Currently this methodology is in research stage and it is of interest to validate the methodology. This thesis work aimed to validate a part of this proposed methodology. In particular, the main goal was to validate the proposed system formulas for the execution time, power consumption and resource utilization. These formulas calculates the system EFPs based on the component EFPs working in isolation. The outcomes of the formulas are used in MULITPAR to find the best system partitioning solution.

1.1 Research problem and research questions

1.1.1 Research related concepts

In order to understand the aim of the presented thesis work and the main research questions, some key concepts are described in the following part.

• Component variants

The functionality of a component can be realized, i.e. implemented, as either SW or HW. Multiple implementations of the same type (e.g. SW) can exist that implement the same functionality but in different ways (e.g. different sorting algorithms), even though, for a given component the exposed interface is the same among the different variants. One component variant refers to one implementation of the component.
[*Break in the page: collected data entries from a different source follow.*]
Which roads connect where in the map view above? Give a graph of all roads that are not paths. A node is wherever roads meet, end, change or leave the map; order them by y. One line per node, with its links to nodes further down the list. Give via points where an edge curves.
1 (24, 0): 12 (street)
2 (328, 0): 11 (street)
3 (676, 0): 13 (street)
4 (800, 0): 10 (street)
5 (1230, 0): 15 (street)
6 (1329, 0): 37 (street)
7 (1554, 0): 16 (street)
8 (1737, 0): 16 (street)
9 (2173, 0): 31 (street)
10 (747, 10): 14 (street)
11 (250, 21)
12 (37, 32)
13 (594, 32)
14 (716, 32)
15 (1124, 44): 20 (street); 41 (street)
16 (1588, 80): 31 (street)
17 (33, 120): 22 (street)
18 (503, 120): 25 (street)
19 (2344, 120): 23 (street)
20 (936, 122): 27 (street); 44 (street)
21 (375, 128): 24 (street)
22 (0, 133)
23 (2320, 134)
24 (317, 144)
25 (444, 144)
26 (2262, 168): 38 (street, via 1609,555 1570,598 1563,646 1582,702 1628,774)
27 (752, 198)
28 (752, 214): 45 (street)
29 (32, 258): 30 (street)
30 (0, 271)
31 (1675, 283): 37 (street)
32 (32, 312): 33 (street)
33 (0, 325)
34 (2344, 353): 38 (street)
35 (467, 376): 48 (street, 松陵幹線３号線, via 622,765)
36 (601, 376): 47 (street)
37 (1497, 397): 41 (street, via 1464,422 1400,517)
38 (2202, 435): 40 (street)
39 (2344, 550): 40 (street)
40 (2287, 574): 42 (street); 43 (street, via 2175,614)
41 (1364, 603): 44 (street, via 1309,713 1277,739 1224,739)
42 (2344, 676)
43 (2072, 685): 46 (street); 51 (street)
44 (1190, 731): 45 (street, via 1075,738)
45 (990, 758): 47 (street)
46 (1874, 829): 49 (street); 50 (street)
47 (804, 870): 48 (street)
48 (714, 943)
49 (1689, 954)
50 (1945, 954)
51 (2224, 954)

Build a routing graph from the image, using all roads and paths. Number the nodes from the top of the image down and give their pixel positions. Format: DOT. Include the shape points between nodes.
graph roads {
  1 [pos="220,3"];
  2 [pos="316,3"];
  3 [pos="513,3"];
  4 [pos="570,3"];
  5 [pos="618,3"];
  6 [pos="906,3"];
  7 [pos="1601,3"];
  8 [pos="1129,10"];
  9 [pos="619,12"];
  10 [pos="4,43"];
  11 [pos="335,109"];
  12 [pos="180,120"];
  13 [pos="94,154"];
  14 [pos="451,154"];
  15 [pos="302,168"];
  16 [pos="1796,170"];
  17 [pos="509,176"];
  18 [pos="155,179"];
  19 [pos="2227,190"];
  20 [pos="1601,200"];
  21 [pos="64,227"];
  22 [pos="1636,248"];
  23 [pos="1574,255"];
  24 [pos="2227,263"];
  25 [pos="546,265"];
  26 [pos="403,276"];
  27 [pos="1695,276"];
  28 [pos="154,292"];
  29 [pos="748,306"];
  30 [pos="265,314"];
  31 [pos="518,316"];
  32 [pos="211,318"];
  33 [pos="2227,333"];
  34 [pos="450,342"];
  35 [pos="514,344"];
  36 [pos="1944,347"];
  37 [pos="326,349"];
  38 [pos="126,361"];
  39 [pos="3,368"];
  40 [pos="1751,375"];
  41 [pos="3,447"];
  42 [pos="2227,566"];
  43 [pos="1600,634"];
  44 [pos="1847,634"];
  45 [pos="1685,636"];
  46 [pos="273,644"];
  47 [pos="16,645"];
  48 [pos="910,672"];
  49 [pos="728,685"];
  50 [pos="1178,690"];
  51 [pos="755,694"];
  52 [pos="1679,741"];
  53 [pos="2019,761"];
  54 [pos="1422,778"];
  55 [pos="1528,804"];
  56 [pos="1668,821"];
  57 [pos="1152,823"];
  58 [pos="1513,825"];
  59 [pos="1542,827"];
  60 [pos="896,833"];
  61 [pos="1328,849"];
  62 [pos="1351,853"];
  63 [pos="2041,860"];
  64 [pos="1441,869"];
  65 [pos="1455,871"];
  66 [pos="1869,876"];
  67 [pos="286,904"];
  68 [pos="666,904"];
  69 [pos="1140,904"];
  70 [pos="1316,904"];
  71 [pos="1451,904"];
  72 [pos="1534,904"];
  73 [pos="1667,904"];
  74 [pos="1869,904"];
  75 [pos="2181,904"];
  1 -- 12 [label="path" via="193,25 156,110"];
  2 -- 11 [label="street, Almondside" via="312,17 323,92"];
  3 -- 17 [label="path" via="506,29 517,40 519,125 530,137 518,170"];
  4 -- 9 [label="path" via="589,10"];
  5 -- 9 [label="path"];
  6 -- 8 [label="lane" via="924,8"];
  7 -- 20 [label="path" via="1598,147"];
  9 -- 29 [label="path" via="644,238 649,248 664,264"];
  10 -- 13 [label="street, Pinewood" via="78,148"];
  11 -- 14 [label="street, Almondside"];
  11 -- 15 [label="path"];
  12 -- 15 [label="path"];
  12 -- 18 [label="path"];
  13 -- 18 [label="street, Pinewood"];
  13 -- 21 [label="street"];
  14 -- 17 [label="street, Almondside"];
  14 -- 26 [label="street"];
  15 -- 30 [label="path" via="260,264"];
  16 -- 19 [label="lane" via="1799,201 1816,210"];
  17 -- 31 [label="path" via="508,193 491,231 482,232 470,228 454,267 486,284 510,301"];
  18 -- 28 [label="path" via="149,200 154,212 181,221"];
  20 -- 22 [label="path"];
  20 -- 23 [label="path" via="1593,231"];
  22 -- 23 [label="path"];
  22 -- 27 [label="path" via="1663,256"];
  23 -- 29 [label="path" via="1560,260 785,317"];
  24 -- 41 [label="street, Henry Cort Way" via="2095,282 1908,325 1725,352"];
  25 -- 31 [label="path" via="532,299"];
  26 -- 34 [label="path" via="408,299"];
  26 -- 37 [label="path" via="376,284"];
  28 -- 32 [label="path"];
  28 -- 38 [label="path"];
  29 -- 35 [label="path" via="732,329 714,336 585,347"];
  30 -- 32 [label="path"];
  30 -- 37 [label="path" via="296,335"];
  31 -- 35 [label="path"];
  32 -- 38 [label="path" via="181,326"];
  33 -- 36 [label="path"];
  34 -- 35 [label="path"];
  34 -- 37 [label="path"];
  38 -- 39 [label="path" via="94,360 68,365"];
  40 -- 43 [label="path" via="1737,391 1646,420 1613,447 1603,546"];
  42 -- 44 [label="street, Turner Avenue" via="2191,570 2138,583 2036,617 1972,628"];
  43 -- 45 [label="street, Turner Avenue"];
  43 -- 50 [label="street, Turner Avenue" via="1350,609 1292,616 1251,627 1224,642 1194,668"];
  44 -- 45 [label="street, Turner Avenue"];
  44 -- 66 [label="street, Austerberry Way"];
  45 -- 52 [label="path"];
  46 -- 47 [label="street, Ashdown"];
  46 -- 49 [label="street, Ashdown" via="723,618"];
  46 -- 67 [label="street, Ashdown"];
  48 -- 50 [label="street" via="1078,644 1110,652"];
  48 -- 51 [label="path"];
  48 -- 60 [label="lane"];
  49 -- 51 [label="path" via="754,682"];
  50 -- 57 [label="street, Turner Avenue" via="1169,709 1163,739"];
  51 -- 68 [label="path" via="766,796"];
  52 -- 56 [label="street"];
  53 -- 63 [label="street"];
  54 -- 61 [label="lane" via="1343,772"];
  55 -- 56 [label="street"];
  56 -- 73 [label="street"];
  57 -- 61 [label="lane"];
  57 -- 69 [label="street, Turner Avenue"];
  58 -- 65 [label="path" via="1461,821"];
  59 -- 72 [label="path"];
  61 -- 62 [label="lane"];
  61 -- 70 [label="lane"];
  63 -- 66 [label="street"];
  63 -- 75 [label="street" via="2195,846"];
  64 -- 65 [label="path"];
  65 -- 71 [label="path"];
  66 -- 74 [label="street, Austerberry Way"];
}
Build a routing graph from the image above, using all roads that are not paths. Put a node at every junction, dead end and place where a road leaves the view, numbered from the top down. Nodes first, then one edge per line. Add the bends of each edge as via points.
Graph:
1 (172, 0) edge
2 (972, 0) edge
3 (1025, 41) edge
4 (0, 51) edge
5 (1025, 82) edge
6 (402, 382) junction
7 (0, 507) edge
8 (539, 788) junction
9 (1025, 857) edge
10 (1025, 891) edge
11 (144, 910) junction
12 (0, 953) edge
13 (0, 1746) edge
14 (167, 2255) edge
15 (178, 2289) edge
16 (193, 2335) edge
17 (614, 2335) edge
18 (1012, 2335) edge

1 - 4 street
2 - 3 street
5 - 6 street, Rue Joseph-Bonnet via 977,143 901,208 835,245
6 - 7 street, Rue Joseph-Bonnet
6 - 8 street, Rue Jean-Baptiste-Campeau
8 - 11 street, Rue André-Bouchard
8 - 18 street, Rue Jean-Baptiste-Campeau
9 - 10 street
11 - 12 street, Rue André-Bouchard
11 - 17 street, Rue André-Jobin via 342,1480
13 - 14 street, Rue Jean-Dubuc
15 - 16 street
• Extra-functional properties

Each component is characterized by a set of EFPs. Examples of EFPs are execution time, memory footprint and reliability. Depending on how each component is implemented as, i.e. SW or HW, it will exhibit different values on the different EFPs. For example, a component implemented in HW can, if possible, utilize the parallelism of FPGA designs and therefore decrease the execution time compared to a SW implementation. On the other hand, the power consumption might increase due to that design decision. Deciding upon which component should be implemented as SW or HW is often a trade-off between different EFPs [55]. EFPs can be of different types, and in [53] they are divided into three main categories: runtime, life-cycle and project/business-related EFPs. In MULTIPAR EFPs are handled at the system level or the component level. Under certain constraints, some of the system EFPs can be analytically derived from the component EFPs [56].

(13)

1.2. Research methodology

• System configuration

Considering the components and the related variants, an application that contains a set of components and a set of bindings that connects the components can be deployed in different ways on the platform depending on the chosen component variants. For instance, if all components are implemented and deployed as software it can be referred to as a system configuration. Another system configuration is when all components are implemented and deployed as hardware. Several different systems configurations exist for all the hybrid configurations, i.e. when some components are implemented and deployed as software and some as hardware. For instance, if a system contains 5 components there are in total 25=32 different system configurations.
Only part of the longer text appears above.